[Record excerpts]
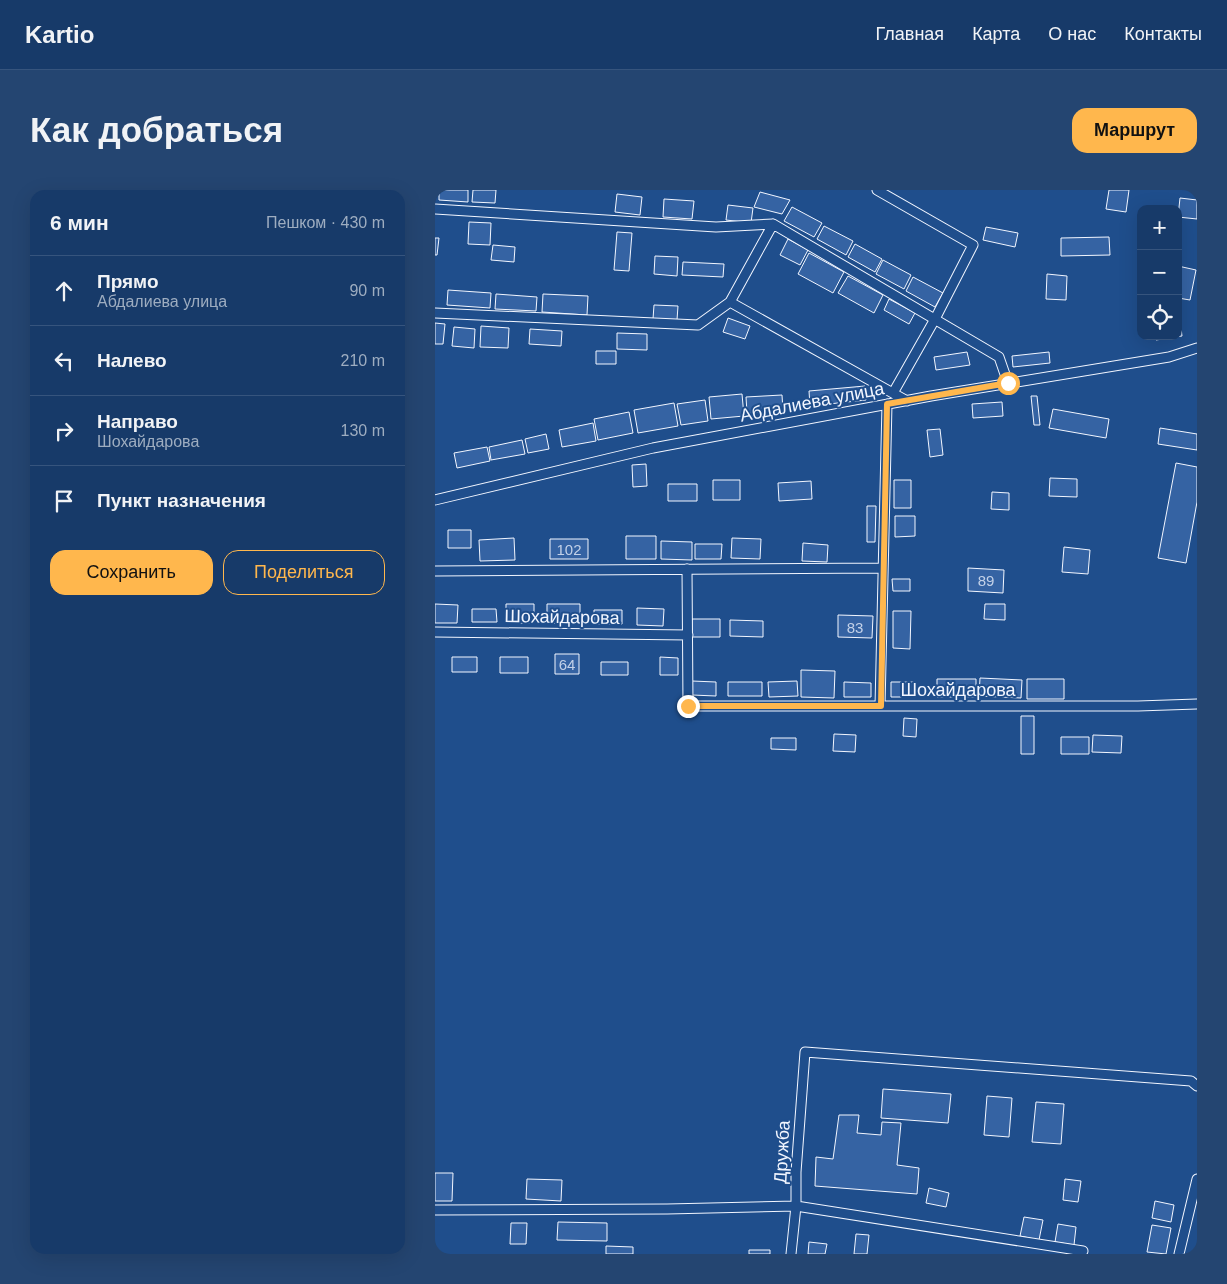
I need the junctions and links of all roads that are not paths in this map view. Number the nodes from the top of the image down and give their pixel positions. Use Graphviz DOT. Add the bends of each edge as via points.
graph roads {
  1 [pos="877,190"];
  2 [pos="435,209"];
  3 [pos="773,224"];
  4 [pos="730,302"];
  5 [pos="435,313"];
  6 [pos="935,319"];
  7 [pos="1197,348"];
  8 [pos="1008,383"];
  9 [pos="893,393"];
  10 [pos="907,400"];
  11 [pos="887,404"];
  12 [pos="435,500"];
  13 [pos="883,568"];
  14 [pos="687,569"];
  15 [pos="435,570"];
  16 [pos="435,632"];
  17 [pos="688,635"];
  18 [pos="1197,704"];
  19 [pos="881,706"];
  20 [pos="1197,1086"];
  21 [pos="1197,1178"];
  22 [pos="796,1206"];
  23 [pos="435,1210"];
  24 [pos="1083,1251"];
  25 [pos="791,1254"];
  26 [pos="1179,1254"];
  1 -- 6 [label="street" via="973,245"];
  2 -- 3 [label="street" via="716,227"];
  3 -- 4 [label="street"];
  3 -- 6 [label="street"];
  4 -- 5 [label="street" via="698,325"];
  4 -- 9 [label="street"];
  6 -- 8 [label="street" via="999,357"];
  6 -- 9 [label="street"];
  7 -- 8 [label="street, Абдалиева улица" via="1169,357"];
  8 -- 10 [label="street, Абдалиева улица"];
  9 -- 10 [label="street"];
  10 -- 11 [label="street, Абдалиева улица"];
  11 -- 12 [label="street, Абдалиева улица" via="653,448"];
  11 -- 13 [label="street"];
  13 -- 14 [label="street"];
  13 -- 19 [label="street"];
  14 -- 15 [label="street"];
  14 -- 17 [label="street"];
  16 -- 17 [label="street, Шохайдарова"];
  17 -- 19 [label="street, Шохайдарова" via="688,706"];
  18 -- 19 [label="street, Шохайдарова"];
  20 -- 22 [label="street, Дружба" via="1191,1081 805,1052"];
  21 -- 26 [label="street"];
  22 -- 23 [label="street"];
  22 -- 24 [label="street"];
  22 -- 25 [label="street, Дружба"];
}
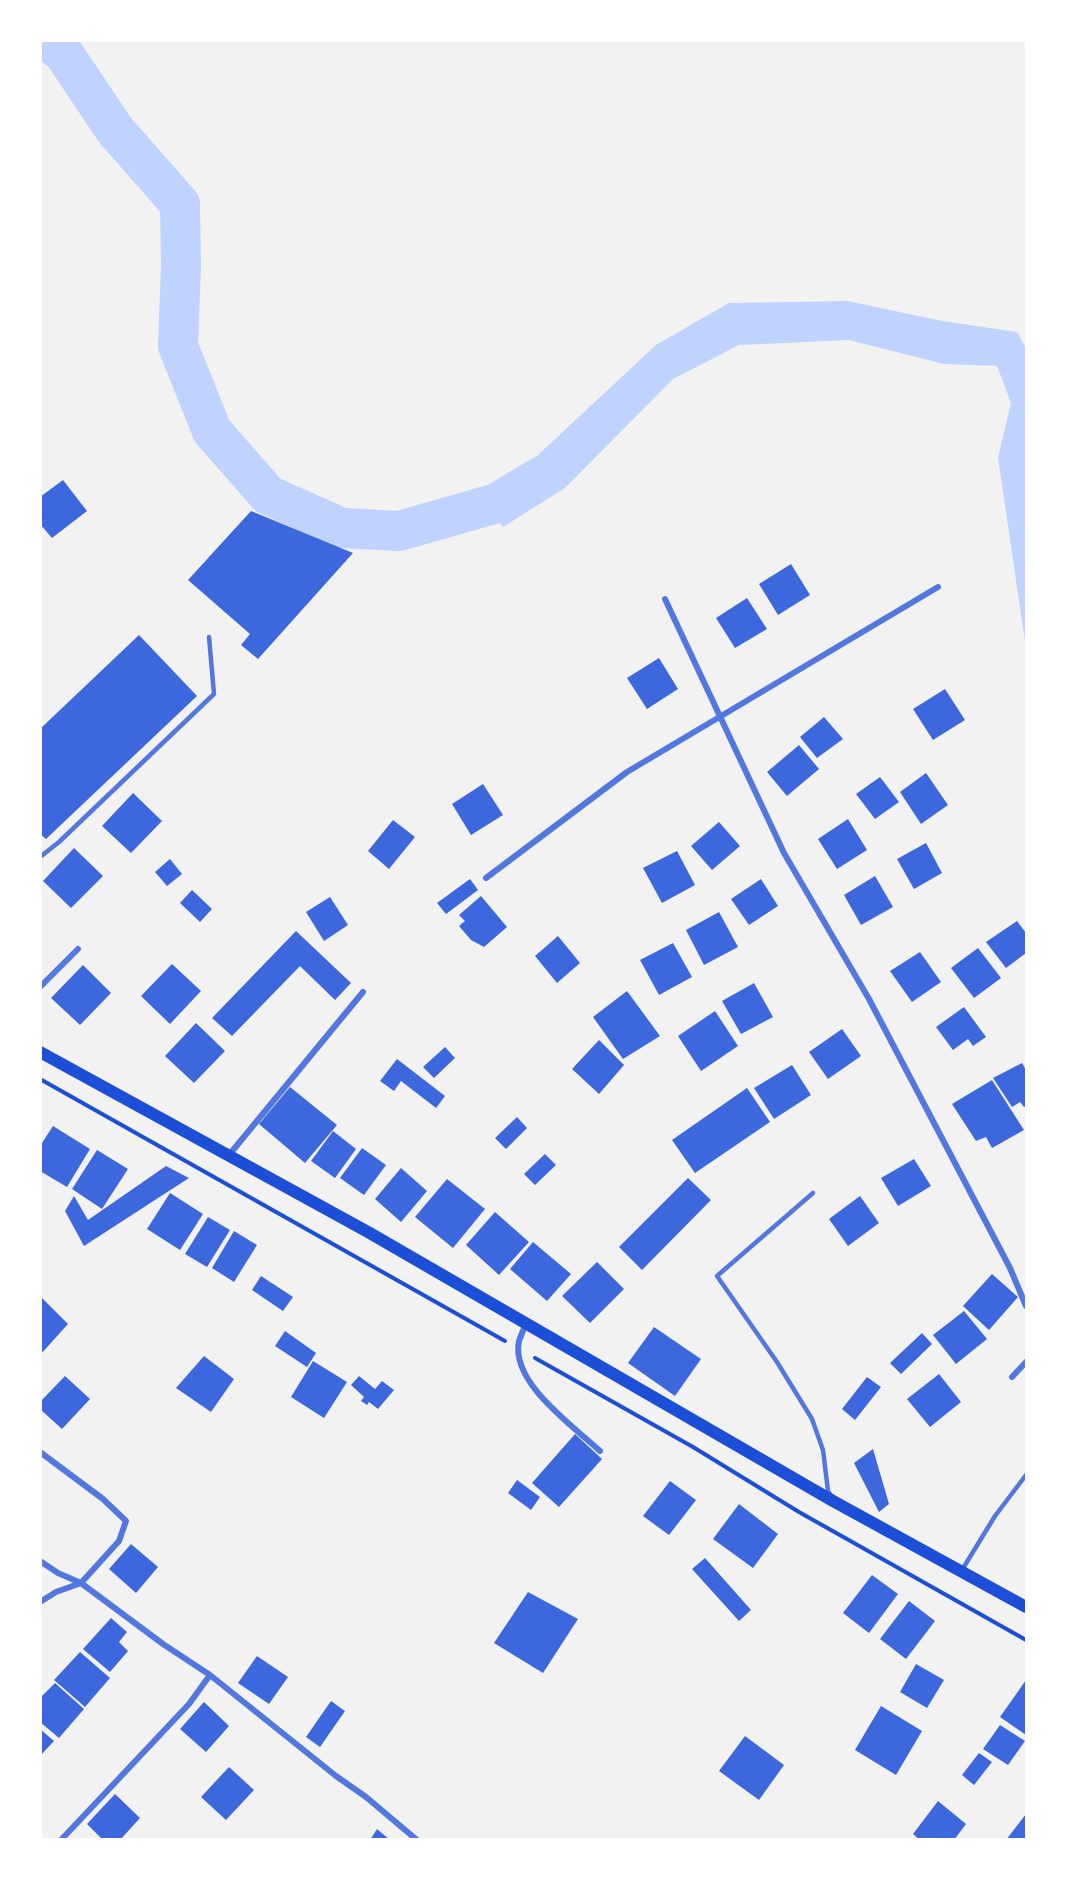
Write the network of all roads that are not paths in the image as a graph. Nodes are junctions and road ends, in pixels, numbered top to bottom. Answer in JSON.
{"nodes":[{"id":1,"x":938,"y":587,"type":"dead end"},
{"id":2,"x":665,"y":599,"type":"dead end"},
{"id":3,"x":209,"y":637,"type":"dead end"},
{"id":4,"x":719,"y":716,"type":"junction"},
{"id":5,"x":42,"y":853,"type":"edge"},
{"id":6,"x":486,"y":878,"type":"dead end"},
{"id":7,"x":78,"y":949,"type":"dead end"},
{"id":8,"x":40,"y":987,"type":"edge"},
{"id":9,"x":363,"y":992,"type":"dead end"},
{"id":10,"x":40,"y":1052,"type":"edge"},
{"id":11,"x":229,"y":1155,"type":"junction"},
{"id":12,"x":813,"y":1193,"type":"dead end"},
{"id":13,"x":1026,"y":1306,"type":"edge"},
{"id":14,"x":526,"y":1323,"type":"junction"},
{"id":15,"x":1026,"y":1362,"type":"edge"},
{"id":16,"x":1012,"y":1377,"type":"dead end"},
{"id":17,"x":600,"y":1451,"type":"dead end"},
{"id":18,"x":40,"y":1452,"type":"edge"},
{"id":19,"x":1026,"y":1475,"type":"edge"},
{"id":20,"x":833,"y":1501,"type":"junction"},
{"id":21,"x":40,"y":1560,"type":"edge"},
{"id":22,"x":962,"y":1570,"type":"junction"},
{"id":23,"x":81,"y":1583,"type":"junction"},
{"id":24,"x":40,"y":1602,"type":"edge"},
{"id":25,"x":1026,"y":1607,"type":"edge"},
{"id":26,"x":210,"y":1675,"type":"junction"},
{"id":27,"x":61,"y":1839,"type":"edge"},
{"id":28,"x":417,"y":1839,"type":"edge"}],
"edges":[{"from":1,"to":4,"type":"street"},
{"from":2,"to":4,"type":"street"},
{"from":3,"to":5,"type":"lane"},
{"from":4,"to":6,"type":"street"},
{"from":4,"to":13,"type":"street"},
{"from":7,"to":8,"type":"street"},
{"from":9,"to":11,"type":"street"},
{"from":10,"to":11,"type":"main road"},
{"from":11,"to":14,"type":"main road"},
{"from":12,"to":20,"type":"lane"},
{"from":14,"to":17,"type":"street"},
{"from":14,"to":20,"type":"main road"},
{"from":15,"to":16,"type":"street"},
{"from":18,"to":23,"type":"street"},
{"from":19,"to":22,"type":"lane"},
{"from":20,"to":22,"type":"main road"},
{"from":21,"to":23,"type":"street"},
{"from":22,"to":25,"type":"main road"},
{"from":23,"to":24,"type":"street"},
{"from":23,"to":26,"type":"street"},
{"from":26,"to":27,"type":"street"},
{"from":26,"to":28,"type":"street"}]}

[Work to complete]
What lines of the data contain the string "Шохайдарова"? List them.

[Task output]
  16 -- 17 [label="street, Шохайдарова"];
  17 -- 19 [label="street, Шохайдарова" via="688,706"];
  18 -- 19 [label="street, Шохайдарова"];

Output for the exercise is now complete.